By following https://devtalk.nvidia.com/default/topic/1051799/jetson-tx2/cudastreamattachmemasync-race-condition-in-tx2/ (still waiting for answer of AastaLLL), I found another issue with cudaStreamAttachMemAsync on TX2.
This is my original source code: https://workupload.com/file/rFYtbM3v
I tried to replace my kernel with cudaMemCopyAsync so given:
cudaSafeCall(cudaStreamAttachMemAsync(stream, gpuInput, 0, cudaMemAttachGlobal)); remap<<<grid, block, 0, stream>>>(gpuInput, gpuOutput, mapX, mapY, width, height); cudaSafeCall(cudaStreamAttachMemAsync(stream, gpuOutput, 0, cudaMemAttachHost));
cudaSafeCall(cudaStreamAttachMemAsync(stream, gpuInput, 0, cudaMemAttachGlobal)); cudaSafeCall(cudaMemcpyAsync(gpuInput, gpuOutput, outputMemsize, cudaMemcpyDeviceToHost, stream)); cudaSafeCall(cudaStreamAttachMemAsync(stream, gpuOutput, 0, cudaMemAttachHost));
then tried to test on both linux PC and TX2. On TX2, it always returns first image data regardless of the new image data of gpuInput. This issue doesn’t happen on my linux PC.

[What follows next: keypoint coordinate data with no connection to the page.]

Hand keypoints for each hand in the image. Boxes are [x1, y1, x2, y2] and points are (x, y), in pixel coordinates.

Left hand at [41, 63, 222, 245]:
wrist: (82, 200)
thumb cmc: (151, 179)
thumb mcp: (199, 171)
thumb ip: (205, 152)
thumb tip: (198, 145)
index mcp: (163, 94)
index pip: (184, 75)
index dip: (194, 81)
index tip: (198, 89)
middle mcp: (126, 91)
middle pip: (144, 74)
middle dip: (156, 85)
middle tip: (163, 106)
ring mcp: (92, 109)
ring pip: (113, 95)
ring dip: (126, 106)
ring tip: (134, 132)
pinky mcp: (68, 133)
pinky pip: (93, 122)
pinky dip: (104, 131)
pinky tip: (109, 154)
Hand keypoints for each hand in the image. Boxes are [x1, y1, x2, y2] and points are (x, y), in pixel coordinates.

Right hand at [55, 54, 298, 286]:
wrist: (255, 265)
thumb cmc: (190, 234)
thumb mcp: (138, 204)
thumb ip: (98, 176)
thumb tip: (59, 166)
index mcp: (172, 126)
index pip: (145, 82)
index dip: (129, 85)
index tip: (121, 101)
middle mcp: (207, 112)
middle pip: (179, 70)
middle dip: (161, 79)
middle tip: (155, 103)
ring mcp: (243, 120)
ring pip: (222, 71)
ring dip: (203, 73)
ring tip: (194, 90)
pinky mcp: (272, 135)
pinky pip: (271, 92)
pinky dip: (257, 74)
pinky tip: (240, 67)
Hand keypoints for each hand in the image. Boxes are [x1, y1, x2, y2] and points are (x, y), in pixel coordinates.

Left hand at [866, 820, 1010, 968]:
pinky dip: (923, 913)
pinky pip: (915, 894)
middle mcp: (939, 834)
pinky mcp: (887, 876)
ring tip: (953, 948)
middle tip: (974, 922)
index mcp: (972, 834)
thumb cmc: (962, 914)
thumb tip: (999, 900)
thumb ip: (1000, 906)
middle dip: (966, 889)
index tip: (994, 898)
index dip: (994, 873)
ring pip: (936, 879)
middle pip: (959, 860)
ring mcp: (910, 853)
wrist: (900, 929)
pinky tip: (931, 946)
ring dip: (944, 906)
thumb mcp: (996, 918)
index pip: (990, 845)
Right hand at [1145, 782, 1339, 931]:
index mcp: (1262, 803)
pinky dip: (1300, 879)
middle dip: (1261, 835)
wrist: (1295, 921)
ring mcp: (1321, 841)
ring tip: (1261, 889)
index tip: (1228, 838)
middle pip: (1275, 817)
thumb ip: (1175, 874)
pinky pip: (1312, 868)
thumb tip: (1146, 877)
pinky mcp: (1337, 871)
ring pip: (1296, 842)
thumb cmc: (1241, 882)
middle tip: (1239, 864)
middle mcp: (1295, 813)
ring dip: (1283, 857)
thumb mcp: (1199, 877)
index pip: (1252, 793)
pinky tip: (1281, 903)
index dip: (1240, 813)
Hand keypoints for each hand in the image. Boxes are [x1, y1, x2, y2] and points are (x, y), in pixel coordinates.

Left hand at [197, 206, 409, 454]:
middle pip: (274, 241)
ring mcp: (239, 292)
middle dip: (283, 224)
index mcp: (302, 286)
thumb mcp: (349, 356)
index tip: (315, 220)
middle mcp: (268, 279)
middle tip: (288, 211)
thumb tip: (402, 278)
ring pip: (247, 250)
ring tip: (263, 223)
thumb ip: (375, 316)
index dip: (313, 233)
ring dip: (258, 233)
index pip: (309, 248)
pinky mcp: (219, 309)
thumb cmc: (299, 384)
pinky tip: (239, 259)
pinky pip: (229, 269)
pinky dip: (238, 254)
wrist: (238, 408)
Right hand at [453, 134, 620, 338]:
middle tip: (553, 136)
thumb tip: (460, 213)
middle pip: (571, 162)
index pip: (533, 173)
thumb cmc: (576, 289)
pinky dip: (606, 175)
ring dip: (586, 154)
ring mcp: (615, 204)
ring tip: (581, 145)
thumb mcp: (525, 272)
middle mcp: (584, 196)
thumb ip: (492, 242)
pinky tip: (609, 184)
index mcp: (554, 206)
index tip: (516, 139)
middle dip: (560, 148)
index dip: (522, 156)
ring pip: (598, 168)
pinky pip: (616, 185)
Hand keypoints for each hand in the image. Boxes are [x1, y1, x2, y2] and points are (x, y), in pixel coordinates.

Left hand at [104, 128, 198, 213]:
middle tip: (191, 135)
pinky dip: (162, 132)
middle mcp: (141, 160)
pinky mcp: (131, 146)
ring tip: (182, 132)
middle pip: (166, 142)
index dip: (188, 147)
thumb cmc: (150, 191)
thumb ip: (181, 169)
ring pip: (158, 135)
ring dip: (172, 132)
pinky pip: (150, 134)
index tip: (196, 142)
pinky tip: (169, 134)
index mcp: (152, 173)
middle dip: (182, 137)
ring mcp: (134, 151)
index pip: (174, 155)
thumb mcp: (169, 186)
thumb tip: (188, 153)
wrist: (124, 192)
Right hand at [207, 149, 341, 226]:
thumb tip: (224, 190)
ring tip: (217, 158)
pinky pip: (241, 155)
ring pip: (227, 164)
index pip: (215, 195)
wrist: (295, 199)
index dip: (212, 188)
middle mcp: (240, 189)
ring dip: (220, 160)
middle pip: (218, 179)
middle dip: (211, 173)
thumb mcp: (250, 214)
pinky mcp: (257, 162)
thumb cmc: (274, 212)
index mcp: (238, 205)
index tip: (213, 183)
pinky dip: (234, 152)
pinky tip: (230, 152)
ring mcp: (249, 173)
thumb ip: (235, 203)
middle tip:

Also, upon a trick that is mentioned in https://docs.nvidia.com/cuda/cuda-for-tegra-appnote/index.html#effective-usage-unified-memory:
An additional cudaStreamSynchronize(NULL) call can be added after the matrixMul kernel code to avoid callback threads that cause unpredictability in a cudaStreamAttachMemAsync() call.
, I added a cudaStreamSynchronize(stream) after my kernel (remap) as well as (cudaMemcpyAsync) in each sample respectively, but all resulted same issue (the first one returned dead-pixels while the second one returned data of first image only).
Is there any configuration that can solve this problem on TX2?
Since cudaStreamAttachMemAsync is a trick to speed up the data flow of UM, it is supposed to be working without any problem. I was also thinking of a configuration that can help to make cudaStreamAttachMemAsync works as expected, but I couldn’t find out.
Please help me!